- SUPPLIED DATA:
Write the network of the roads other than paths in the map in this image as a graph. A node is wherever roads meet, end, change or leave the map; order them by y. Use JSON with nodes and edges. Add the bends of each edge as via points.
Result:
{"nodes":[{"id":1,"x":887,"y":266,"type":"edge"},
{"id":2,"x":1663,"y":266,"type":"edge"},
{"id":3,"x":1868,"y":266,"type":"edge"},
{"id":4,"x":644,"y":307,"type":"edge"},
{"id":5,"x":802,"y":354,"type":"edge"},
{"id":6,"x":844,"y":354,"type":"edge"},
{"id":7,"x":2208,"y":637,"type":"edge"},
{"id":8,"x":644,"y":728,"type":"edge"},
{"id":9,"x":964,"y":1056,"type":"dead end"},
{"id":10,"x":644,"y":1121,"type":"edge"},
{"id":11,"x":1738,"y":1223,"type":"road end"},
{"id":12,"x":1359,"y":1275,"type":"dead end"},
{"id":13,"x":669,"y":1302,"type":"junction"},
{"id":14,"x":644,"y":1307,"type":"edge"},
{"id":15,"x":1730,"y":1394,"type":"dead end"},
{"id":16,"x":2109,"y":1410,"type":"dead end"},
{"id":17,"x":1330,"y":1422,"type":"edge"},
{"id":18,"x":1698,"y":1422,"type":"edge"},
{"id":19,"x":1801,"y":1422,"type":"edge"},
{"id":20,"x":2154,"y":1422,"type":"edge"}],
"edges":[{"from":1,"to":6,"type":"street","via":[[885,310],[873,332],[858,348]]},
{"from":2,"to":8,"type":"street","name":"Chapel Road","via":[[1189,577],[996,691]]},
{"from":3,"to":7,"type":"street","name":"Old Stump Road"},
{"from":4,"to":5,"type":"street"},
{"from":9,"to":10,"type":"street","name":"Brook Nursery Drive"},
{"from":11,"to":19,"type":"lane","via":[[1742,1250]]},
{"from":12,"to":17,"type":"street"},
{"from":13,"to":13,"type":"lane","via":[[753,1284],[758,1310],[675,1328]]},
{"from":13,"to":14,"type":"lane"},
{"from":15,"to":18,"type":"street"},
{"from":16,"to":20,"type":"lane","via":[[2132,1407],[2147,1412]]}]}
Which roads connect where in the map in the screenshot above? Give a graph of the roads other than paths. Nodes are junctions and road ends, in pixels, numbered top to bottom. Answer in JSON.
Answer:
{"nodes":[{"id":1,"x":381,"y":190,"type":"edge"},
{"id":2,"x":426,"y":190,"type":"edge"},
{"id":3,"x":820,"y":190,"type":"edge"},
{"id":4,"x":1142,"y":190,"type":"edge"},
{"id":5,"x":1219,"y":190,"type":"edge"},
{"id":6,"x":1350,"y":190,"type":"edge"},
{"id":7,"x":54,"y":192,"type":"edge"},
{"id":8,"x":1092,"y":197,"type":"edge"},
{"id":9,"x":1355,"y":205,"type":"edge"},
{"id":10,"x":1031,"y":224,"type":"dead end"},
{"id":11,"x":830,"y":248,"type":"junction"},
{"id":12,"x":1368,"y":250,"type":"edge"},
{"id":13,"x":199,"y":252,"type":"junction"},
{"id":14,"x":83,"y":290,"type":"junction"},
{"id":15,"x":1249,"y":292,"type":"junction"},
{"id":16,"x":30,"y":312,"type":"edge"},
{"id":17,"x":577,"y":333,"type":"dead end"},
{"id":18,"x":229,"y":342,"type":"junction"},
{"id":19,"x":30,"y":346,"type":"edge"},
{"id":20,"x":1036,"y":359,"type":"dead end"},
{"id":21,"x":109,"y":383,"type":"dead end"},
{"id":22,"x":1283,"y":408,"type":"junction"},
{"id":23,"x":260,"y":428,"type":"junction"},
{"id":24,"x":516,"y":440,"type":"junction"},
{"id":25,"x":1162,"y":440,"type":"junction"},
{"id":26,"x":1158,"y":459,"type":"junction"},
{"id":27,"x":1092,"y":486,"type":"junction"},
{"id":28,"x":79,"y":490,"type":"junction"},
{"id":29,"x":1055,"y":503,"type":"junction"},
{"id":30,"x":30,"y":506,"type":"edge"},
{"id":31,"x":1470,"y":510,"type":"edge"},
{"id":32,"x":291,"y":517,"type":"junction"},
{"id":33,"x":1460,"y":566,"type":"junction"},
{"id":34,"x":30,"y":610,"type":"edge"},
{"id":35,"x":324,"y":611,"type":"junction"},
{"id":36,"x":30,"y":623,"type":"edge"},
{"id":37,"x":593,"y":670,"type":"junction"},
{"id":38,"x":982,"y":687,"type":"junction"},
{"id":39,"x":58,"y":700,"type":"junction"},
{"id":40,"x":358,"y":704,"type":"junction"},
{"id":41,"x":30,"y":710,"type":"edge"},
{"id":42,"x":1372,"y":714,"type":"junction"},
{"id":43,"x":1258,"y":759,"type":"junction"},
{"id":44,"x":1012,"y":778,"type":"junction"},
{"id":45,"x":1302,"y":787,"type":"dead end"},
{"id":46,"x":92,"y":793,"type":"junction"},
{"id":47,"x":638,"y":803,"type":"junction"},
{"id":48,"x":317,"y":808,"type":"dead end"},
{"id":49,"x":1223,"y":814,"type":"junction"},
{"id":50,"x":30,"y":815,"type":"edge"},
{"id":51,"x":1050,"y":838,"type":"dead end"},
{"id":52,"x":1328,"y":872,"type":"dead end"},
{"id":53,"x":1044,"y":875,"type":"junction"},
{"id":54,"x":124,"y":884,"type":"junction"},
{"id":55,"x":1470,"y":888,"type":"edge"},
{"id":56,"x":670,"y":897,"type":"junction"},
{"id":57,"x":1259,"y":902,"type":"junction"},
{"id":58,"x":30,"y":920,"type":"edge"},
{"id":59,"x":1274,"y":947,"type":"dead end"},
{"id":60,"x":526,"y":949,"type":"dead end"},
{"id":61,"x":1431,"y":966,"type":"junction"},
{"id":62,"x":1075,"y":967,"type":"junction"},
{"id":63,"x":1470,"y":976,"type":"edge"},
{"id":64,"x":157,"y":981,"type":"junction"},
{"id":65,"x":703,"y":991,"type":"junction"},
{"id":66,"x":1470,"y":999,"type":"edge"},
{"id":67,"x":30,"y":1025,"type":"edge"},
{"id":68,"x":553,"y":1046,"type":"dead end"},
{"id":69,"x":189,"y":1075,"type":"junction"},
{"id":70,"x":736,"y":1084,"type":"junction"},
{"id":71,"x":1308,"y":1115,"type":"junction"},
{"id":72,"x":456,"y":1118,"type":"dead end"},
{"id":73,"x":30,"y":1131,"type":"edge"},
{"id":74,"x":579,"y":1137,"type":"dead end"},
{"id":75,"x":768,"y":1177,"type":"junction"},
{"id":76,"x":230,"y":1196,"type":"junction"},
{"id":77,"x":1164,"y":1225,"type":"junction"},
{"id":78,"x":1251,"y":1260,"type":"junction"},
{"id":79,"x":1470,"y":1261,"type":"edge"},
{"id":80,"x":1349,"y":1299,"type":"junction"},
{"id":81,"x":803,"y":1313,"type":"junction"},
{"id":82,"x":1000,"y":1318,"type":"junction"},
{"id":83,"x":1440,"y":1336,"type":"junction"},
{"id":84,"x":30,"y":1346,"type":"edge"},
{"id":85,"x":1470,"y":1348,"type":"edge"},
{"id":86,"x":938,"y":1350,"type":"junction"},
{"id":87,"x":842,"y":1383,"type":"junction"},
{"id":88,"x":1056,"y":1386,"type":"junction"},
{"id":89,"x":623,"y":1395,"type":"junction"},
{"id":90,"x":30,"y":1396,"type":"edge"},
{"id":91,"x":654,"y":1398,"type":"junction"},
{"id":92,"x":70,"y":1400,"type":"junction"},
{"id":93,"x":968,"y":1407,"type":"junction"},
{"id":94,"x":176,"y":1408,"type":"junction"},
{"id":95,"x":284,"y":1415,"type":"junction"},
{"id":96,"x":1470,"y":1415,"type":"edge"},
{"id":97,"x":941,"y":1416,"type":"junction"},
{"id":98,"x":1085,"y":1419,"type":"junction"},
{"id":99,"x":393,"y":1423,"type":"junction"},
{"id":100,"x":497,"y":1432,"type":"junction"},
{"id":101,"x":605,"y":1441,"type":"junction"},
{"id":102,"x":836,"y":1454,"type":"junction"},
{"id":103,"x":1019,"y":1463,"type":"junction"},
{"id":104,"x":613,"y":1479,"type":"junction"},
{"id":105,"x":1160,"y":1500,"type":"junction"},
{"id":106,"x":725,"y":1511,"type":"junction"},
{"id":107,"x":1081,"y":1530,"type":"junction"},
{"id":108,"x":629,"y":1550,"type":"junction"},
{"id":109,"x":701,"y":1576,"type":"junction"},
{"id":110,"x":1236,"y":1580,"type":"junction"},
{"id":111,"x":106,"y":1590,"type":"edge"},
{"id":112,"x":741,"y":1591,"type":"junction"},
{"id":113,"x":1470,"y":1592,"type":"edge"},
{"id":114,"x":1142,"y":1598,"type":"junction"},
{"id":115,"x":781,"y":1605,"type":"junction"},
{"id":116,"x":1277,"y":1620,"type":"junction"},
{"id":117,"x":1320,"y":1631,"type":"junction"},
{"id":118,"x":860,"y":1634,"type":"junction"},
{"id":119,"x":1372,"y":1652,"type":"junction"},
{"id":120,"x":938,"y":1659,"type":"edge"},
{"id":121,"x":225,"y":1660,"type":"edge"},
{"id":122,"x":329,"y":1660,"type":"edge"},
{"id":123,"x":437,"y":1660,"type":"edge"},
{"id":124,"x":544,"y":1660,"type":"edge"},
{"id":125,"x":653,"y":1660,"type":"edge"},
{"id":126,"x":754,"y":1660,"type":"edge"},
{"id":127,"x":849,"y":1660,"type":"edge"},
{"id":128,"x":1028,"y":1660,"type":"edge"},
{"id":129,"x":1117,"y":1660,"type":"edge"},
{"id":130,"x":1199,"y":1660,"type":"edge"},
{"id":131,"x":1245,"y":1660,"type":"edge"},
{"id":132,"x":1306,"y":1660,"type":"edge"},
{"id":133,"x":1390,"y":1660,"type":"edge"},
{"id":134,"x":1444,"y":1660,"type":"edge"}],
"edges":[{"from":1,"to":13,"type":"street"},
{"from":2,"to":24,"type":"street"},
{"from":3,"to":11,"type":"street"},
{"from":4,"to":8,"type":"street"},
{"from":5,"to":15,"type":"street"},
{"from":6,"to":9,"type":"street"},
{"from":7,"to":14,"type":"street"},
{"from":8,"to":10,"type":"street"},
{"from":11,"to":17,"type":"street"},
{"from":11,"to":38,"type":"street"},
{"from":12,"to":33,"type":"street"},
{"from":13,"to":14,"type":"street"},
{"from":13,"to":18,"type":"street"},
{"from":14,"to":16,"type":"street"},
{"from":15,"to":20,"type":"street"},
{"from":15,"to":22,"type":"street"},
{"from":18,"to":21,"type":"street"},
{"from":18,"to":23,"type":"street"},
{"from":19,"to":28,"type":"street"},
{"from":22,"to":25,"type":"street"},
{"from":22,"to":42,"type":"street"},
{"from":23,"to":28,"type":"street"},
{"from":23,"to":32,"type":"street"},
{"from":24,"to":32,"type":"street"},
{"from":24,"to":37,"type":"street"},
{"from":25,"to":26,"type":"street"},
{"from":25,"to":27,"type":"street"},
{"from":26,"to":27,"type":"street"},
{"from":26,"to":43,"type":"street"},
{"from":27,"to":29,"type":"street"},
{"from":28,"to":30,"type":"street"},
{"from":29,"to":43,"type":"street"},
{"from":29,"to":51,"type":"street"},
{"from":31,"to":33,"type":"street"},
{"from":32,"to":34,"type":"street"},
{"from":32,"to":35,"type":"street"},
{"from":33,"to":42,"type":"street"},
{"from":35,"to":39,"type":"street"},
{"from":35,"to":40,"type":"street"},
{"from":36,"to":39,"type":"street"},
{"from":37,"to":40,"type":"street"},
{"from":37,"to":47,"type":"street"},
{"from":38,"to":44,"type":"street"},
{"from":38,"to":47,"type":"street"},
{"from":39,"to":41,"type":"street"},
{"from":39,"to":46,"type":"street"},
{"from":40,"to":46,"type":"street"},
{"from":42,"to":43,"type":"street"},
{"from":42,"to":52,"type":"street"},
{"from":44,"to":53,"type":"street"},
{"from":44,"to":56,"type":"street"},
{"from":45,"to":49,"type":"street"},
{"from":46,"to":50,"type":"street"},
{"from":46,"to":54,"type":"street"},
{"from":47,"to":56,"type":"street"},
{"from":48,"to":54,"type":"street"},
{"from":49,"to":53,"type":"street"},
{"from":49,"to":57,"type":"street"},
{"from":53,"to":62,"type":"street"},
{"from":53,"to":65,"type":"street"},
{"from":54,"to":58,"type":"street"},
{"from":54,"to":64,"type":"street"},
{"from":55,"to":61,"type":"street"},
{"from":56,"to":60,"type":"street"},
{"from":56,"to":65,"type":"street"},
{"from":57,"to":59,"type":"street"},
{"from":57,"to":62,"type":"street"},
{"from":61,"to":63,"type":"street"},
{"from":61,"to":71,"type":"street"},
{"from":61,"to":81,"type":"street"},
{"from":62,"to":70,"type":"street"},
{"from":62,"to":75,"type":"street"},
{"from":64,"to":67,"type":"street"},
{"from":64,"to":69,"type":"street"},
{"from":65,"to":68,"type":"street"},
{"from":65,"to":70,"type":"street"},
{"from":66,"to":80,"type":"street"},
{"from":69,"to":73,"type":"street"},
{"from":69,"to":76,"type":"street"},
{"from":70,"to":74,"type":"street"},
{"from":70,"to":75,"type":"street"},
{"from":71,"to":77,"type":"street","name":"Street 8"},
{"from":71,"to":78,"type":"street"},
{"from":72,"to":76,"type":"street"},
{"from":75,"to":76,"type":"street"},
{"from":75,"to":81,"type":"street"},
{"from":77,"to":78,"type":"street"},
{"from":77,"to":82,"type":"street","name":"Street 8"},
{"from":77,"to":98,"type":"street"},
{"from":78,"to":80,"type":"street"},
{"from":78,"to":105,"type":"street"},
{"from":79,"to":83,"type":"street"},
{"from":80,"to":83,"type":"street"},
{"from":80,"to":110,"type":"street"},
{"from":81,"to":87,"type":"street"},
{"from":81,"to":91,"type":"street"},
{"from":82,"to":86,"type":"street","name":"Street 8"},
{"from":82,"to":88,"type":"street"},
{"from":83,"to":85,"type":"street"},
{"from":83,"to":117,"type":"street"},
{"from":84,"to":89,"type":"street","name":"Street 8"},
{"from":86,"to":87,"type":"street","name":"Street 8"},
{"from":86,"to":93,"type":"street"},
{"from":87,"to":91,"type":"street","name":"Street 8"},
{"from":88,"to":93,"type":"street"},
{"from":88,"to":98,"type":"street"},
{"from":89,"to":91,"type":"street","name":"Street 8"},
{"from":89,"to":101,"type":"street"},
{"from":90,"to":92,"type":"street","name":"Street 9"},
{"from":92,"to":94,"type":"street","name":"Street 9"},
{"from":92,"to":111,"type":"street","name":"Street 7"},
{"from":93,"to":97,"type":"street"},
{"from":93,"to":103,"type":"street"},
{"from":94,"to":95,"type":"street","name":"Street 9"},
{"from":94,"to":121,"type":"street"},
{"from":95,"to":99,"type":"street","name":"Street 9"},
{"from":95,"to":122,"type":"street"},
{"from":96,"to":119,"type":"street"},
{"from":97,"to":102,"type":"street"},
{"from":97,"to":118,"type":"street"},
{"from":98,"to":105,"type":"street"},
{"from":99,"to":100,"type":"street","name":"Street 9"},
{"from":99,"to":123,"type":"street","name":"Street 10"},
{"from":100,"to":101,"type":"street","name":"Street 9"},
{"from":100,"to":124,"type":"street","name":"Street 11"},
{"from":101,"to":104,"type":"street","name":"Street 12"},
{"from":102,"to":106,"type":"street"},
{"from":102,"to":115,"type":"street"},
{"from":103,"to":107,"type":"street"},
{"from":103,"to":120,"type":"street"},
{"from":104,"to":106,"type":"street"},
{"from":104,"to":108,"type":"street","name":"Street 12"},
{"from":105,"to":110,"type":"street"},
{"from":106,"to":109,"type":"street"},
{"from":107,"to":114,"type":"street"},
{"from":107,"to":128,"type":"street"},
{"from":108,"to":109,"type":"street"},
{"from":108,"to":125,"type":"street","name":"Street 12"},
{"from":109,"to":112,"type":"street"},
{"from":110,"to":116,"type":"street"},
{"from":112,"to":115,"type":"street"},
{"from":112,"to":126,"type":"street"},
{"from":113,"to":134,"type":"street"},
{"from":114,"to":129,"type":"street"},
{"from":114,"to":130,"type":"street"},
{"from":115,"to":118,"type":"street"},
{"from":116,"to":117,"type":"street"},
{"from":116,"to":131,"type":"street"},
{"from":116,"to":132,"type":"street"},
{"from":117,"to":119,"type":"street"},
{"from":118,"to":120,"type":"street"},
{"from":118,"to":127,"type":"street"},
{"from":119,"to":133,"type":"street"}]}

- PROBLEM TO WORK ON: Where a line of the records above holds the word "Answer", copy that line.

- SOLVED EXERCISE:
Which roads connect where in the map in the screenshot above? Give a graph of the roads other than paths. Nodes are junctions and road ends, in pixels, numbered top to bottom. Answer in JSON.
Answer:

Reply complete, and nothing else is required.